В 1925 году маршал Филипп Петэн получил неприятное задание прибыть в Марокко и сообщить маршалу Юберу Лиотэ о скорой отставке. Когда две «звезды» французской армии встретились, Петэн начал неловко оправдываться, указывая на то, что получил приказ и привык подчиняться. На это Лиотэ ответил, что он получил маршальский жезл, потому что никогда не подчинялся приказам. Приведённый диалог — ярчайшая иллюстрация разницы между армией метрополии и колониальной армией. Мы проследим, как формировалось это различие, и что привело к появлению специфической культуры французского военного колониализма.
Французский колониализм
Во Франции колониальная идея всегда была уделом довольного узкого круга лиц. В парламенте существовала мощная оппозиция заморским предприятиям, а широкие массы выказывали к ним равнодушие. Казалось, поражение 1870-1871 годов должно было приковать всё внимание французских политиков к Европе, «природному врагу» немцу и потерянным Эльзасу и Лотарингии, но вышло иначе. Несколько лет ушло на то, чтобы накопить достаточно сил, а потом, после 1880 года, Франция сделала мощный рывок и за двадцать лет отхватила немалый кусок колониального «пирога».
Некоторую роль в этом сыграли купцы и миссионеры, но главная причина лежала в политической плоскости. Умеренные республиканцы после «ужасного 1871 года» попали в ту же ловушку, что и предыдущие правительства после падения Наполеона. Нация жаждала величия, восстановления утраченной славы, но политики прекрасно понимали, что страна не в состоянии бросить вызов Европе, поэтому громких побед приходилось искать за морями. Французов обуревал пламенный патриотизм, который тянул за собой колониализм. В конце концов, XIX век был для их родины эпохой относительного упадка — где-то внутри французского общества это осознавалось и заставляло чутко относиться к вопросам престижа.

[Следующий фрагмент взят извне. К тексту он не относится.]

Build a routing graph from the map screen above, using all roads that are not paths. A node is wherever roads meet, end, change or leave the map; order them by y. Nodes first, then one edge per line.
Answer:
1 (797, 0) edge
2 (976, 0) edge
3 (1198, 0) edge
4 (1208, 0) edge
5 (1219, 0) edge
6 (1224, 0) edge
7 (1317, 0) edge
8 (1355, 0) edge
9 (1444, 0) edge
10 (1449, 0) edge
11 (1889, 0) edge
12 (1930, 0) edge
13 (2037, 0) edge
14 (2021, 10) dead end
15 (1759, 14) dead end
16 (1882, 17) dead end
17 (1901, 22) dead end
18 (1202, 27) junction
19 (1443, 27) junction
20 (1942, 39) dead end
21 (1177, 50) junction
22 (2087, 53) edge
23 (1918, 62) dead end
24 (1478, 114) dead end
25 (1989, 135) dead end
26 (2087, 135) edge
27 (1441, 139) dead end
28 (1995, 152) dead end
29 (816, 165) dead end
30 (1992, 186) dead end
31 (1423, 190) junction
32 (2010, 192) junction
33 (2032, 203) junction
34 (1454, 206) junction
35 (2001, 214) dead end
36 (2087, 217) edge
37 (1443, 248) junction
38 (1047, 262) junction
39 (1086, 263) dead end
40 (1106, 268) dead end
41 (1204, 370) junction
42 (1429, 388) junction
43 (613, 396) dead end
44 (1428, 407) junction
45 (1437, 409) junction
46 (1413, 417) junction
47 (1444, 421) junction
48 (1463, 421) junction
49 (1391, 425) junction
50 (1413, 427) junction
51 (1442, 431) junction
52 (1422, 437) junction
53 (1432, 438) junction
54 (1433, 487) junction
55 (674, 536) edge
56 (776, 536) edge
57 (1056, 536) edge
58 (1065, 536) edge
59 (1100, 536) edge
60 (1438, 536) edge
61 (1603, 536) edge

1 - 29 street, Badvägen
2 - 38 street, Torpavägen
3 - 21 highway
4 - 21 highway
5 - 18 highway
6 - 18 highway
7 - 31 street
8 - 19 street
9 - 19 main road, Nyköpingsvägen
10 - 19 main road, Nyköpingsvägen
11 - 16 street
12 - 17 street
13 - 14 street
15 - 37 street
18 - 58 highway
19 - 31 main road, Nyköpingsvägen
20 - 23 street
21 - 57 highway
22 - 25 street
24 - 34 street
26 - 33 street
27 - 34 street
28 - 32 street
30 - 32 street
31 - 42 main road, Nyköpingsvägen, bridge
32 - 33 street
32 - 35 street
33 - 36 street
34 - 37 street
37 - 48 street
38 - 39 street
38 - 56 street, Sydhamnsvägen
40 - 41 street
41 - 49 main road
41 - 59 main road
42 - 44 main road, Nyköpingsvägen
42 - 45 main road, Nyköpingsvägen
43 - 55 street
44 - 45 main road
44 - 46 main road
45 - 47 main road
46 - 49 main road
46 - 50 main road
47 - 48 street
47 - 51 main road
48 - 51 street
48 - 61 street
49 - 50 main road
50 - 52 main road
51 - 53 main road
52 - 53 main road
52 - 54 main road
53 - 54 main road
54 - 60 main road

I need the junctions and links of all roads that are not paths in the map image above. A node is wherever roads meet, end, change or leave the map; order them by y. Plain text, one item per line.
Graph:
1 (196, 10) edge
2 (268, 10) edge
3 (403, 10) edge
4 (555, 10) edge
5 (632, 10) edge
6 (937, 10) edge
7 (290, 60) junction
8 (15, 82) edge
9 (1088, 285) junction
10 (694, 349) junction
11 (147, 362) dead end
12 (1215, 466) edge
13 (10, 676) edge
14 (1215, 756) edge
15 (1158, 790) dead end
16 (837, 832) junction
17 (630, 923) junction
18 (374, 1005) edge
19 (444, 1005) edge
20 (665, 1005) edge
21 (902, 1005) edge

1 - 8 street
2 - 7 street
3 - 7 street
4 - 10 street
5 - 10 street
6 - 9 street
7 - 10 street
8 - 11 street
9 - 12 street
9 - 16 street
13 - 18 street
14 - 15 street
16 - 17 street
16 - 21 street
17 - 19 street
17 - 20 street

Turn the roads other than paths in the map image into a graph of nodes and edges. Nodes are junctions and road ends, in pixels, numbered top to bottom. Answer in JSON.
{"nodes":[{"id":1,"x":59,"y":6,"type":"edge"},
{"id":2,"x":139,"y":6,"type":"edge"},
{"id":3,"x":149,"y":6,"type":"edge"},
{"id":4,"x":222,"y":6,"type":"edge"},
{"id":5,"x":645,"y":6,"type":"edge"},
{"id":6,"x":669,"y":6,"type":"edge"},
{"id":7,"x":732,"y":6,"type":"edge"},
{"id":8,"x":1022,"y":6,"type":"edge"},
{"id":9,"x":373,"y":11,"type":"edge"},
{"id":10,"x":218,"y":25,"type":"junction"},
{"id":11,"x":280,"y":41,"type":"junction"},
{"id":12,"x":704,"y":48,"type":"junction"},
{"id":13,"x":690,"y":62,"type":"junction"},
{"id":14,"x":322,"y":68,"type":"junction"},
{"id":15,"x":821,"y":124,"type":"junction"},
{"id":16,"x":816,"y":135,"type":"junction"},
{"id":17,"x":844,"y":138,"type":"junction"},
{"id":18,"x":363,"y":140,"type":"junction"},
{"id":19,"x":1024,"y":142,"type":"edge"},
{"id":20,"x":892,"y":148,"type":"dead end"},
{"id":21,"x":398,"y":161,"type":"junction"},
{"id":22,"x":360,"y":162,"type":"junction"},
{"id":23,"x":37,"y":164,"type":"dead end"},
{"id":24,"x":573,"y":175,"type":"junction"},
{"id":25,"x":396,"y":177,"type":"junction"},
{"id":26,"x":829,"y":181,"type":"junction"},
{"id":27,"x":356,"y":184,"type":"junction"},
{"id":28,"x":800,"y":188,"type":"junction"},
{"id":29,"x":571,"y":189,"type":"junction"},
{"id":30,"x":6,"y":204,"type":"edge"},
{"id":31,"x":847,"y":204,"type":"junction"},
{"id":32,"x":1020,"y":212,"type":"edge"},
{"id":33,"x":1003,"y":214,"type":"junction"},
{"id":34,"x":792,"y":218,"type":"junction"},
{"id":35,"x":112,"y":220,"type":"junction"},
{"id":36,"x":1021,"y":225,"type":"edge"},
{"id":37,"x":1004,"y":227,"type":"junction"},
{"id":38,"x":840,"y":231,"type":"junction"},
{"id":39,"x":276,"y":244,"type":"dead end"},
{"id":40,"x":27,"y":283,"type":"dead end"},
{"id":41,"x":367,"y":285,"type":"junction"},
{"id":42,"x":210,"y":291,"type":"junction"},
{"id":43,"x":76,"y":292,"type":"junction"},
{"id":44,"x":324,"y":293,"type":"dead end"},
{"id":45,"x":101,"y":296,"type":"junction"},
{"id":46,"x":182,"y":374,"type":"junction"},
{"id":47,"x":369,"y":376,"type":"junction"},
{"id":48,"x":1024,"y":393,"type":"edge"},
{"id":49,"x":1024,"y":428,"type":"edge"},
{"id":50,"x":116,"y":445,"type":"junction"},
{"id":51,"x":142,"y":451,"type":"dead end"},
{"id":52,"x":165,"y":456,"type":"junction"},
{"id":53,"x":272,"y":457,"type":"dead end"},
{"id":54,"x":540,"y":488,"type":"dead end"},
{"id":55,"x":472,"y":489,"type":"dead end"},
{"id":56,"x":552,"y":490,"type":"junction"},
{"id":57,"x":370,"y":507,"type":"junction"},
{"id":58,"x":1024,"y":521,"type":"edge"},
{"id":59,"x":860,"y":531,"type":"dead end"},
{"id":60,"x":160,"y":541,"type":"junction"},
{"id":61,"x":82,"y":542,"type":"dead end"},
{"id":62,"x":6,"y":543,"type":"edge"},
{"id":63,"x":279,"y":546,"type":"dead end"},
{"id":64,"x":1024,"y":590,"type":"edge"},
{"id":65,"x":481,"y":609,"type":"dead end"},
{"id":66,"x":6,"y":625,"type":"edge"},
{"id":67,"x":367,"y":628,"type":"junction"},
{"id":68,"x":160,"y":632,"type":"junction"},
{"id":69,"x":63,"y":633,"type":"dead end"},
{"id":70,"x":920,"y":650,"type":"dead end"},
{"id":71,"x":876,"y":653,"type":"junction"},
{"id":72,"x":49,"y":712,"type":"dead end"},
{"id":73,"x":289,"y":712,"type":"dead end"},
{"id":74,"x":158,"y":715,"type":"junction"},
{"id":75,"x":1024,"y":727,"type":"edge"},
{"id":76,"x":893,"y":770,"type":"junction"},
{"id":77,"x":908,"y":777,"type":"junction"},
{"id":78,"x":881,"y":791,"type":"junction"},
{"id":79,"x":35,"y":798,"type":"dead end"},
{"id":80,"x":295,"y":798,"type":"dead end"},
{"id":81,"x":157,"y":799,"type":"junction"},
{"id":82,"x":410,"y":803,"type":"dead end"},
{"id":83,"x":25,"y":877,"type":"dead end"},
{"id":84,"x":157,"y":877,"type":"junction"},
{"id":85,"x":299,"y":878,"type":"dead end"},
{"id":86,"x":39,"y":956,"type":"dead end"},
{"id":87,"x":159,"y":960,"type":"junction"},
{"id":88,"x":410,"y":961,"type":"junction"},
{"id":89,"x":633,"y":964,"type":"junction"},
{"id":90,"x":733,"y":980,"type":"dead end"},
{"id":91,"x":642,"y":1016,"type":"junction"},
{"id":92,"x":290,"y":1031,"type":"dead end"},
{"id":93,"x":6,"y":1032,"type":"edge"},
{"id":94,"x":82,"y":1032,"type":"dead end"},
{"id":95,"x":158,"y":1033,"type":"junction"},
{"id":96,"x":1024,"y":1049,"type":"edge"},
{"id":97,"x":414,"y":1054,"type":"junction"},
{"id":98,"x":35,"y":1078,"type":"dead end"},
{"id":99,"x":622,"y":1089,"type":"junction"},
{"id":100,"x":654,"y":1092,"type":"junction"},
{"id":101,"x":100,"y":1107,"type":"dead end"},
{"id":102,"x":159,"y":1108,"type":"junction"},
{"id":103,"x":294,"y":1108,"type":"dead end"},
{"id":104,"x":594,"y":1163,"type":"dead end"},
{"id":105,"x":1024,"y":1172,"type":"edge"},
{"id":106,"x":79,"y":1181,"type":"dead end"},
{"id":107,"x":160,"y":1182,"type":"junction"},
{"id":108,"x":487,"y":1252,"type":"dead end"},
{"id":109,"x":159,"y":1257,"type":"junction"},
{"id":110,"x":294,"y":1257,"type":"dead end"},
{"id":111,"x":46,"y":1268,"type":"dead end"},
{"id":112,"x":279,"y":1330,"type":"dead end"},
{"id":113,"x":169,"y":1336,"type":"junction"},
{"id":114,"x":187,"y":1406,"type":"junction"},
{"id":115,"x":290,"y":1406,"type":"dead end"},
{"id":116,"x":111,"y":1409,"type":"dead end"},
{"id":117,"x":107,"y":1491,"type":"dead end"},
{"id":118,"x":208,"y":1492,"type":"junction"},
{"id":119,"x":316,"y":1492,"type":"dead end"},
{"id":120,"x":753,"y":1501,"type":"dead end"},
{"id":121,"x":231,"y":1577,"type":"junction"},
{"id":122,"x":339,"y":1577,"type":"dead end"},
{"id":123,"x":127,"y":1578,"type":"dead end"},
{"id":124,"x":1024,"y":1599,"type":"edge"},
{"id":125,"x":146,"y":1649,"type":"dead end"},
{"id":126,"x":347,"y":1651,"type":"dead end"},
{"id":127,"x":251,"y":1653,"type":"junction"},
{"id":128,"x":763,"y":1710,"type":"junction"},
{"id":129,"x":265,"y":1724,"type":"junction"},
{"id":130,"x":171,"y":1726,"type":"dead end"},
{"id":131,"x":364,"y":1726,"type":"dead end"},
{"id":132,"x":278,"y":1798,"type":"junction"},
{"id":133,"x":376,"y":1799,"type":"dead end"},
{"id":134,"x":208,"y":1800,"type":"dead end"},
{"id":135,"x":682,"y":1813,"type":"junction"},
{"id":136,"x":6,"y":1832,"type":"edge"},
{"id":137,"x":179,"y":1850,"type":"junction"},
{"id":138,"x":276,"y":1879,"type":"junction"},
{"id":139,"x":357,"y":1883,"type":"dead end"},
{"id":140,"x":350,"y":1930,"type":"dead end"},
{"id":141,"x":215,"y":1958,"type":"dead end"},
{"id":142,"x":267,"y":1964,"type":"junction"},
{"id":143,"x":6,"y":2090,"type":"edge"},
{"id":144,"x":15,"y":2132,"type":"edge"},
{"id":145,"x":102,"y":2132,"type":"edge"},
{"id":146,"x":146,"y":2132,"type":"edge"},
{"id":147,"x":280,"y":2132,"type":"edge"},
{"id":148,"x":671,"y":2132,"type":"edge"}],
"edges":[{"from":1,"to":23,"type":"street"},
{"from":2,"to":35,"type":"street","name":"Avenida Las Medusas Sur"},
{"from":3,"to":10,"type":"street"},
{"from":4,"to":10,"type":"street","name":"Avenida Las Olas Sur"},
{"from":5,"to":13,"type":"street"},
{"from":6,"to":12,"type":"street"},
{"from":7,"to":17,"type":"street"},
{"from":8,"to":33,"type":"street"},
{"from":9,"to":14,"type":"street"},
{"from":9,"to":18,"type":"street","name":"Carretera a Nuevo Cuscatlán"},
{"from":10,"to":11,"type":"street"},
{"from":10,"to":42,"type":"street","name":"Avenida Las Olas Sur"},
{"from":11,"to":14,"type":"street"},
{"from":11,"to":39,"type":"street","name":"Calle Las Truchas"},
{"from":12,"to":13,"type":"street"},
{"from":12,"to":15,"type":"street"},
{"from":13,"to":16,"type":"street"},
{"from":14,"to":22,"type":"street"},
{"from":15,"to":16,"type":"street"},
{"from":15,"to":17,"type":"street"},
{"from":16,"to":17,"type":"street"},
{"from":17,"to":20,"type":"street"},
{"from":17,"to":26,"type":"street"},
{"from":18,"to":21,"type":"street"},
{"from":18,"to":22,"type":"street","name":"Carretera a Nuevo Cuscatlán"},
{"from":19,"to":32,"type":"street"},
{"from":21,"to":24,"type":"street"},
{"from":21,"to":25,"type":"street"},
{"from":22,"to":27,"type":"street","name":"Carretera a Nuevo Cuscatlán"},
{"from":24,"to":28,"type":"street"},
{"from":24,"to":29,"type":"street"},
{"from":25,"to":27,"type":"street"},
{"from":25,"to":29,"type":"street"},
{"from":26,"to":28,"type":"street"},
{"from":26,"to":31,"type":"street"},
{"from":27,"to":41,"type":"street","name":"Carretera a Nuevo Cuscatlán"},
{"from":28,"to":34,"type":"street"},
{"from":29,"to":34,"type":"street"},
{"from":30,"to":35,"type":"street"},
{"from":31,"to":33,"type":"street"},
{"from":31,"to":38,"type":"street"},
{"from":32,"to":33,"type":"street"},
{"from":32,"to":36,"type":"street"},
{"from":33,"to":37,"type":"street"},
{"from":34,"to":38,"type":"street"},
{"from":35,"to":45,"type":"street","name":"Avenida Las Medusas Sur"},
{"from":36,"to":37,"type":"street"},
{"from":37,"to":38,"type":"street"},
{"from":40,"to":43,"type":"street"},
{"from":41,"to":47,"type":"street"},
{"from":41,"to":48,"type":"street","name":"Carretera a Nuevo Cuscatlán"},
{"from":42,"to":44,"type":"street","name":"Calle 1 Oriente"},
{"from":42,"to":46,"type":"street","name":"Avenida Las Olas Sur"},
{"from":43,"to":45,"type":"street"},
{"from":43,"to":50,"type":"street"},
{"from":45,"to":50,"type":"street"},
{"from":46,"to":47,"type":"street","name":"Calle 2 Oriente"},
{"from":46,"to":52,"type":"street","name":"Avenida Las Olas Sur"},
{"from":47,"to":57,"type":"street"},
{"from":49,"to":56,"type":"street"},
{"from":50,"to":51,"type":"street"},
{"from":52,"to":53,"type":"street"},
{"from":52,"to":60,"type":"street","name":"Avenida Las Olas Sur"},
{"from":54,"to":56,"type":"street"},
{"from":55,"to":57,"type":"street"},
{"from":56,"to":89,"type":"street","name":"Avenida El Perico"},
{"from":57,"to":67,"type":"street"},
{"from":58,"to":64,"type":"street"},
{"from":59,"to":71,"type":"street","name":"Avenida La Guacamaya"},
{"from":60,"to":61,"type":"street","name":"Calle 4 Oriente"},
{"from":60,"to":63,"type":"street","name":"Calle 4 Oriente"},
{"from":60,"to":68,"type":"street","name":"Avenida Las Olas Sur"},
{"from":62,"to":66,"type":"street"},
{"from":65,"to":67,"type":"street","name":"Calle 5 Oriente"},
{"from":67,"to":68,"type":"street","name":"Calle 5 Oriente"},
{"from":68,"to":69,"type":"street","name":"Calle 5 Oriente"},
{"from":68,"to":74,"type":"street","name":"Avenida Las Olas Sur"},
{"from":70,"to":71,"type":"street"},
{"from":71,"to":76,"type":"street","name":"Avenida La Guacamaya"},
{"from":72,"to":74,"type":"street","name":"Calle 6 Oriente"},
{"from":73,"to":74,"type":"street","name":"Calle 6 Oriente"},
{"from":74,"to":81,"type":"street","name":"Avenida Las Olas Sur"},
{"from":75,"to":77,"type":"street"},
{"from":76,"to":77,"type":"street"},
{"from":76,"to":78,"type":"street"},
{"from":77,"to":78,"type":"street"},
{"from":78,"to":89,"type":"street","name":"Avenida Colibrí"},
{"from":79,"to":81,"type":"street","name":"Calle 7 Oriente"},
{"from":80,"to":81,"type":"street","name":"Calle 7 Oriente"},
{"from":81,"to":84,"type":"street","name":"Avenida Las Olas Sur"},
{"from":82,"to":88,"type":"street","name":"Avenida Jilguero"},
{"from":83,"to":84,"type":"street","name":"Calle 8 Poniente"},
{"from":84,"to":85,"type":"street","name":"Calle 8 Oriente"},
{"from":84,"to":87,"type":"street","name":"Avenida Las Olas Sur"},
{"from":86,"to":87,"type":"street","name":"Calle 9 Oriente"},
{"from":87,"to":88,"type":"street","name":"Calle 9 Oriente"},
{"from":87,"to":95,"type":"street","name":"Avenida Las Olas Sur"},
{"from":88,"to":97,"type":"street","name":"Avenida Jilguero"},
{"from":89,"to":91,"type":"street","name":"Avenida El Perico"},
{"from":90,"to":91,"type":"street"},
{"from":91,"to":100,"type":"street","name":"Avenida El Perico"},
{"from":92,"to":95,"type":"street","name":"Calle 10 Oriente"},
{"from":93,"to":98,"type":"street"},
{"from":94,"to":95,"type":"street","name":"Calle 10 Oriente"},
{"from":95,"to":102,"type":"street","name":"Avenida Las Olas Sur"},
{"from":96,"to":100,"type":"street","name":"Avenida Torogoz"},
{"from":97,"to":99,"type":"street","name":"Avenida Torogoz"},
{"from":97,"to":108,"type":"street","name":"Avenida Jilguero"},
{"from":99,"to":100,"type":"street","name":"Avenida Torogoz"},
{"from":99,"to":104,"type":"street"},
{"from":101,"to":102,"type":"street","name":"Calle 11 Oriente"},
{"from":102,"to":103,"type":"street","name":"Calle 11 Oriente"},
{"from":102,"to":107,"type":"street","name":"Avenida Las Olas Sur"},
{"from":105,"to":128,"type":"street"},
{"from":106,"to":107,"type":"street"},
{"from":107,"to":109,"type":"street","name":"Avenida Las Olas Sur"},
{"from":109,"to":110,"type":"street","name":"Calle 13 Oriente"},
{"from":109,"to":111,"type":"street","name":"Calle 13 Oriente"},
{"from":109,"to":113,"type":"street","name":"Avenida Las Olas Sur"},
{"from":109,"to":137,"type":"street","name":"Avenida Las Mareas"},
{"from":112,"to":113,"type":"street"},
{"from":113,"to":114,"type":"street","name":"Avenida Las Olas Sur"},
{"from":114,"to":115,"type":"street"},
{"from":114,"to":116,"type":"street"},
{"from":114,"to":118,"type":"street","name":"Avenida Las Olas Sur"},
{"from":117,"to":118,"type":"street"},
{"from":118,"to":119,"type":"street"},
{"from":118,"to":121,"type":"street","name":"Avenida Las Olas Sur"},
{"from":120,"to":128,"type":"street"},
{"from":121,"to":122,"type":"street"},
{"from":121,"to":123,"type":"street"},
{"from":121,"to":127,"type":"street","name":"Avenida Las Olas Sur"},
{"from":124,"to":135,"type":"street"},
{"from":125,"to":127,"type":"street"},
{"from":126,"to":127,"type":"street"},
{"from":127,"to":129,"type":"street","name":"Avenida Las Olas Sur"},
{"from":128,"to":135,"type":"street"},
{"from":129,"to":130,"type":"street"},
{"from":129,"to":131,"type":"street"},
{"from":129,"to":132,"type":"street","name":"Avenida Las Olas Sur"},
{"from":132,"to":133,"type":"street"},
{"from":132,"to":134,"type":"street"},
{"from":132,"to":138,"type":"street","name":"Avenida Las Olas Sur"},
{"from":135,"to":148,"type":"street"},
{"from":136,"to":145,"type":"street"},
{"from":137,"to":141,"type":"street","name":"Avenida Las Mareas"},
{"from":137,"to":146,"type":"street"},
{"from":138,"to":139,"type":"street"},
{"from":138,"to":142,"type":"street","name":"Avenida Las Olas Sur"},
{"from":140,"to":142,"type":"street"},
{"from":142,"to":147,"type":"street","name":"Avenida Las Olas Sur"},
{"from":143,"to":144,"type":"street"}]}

В Сен-Сире существует традиция, которая хорошо иллюстрирует рост привлекательности колоний. Каждый выпуск принимал какое-либо имя (обычно в честь важного события или исторического лица). Первый послевоенный выпуск, как и положено, принял имя «Реванш», второй — «Эльзас и Лотарингия», но затем колониальные имена появляются всё чаще:
Год |
Имя выпуска |
Год |
Имя выпуска |
---|---|---|---|
1878 |
Плевна |
1888 |
Шалонь |
1879 |
Нови-Пазар |
1889 |
Тимбукту |
1880 |
Зулусы |
1890 |
Великий Триумф |
1881 |
Знамёна |
1891 |
Дагомея |
1882 |
Крумиры |
1892 |
Кронштадт |
1883 |
Египет |
1893 |
Судан |
1884 |
Чёрные знамёна |
1894 |
Сиам |
1885 |
Мадагаскар |
1895 |
Жанна Д´Арк |
1886 |
Фучжоу |
1896 |
Александр III |
1887 |
Аннам |
1897 |
Антананариву |
Соответственно менялись приоритеты выпускников. Морская пехота (основная сила в колониях) презиралась, несмотря на отдельные подвиги в 1870 году. «Морскими свиньями» (прозвище морпехов) становились ученики военных училищ из подвала выпускного списка, но потом ситуация начала улучшаться. В 1881 году 8 выпускников Сен-Сира из 35 выбравших колонии для службы были из верхней четверти списка. В 1884 году таких было уже 25. В том же году впервые средние оценки тех, кто выбрал морскую пехоту, были выше, чем у пошедших в пехоту обыкновенную.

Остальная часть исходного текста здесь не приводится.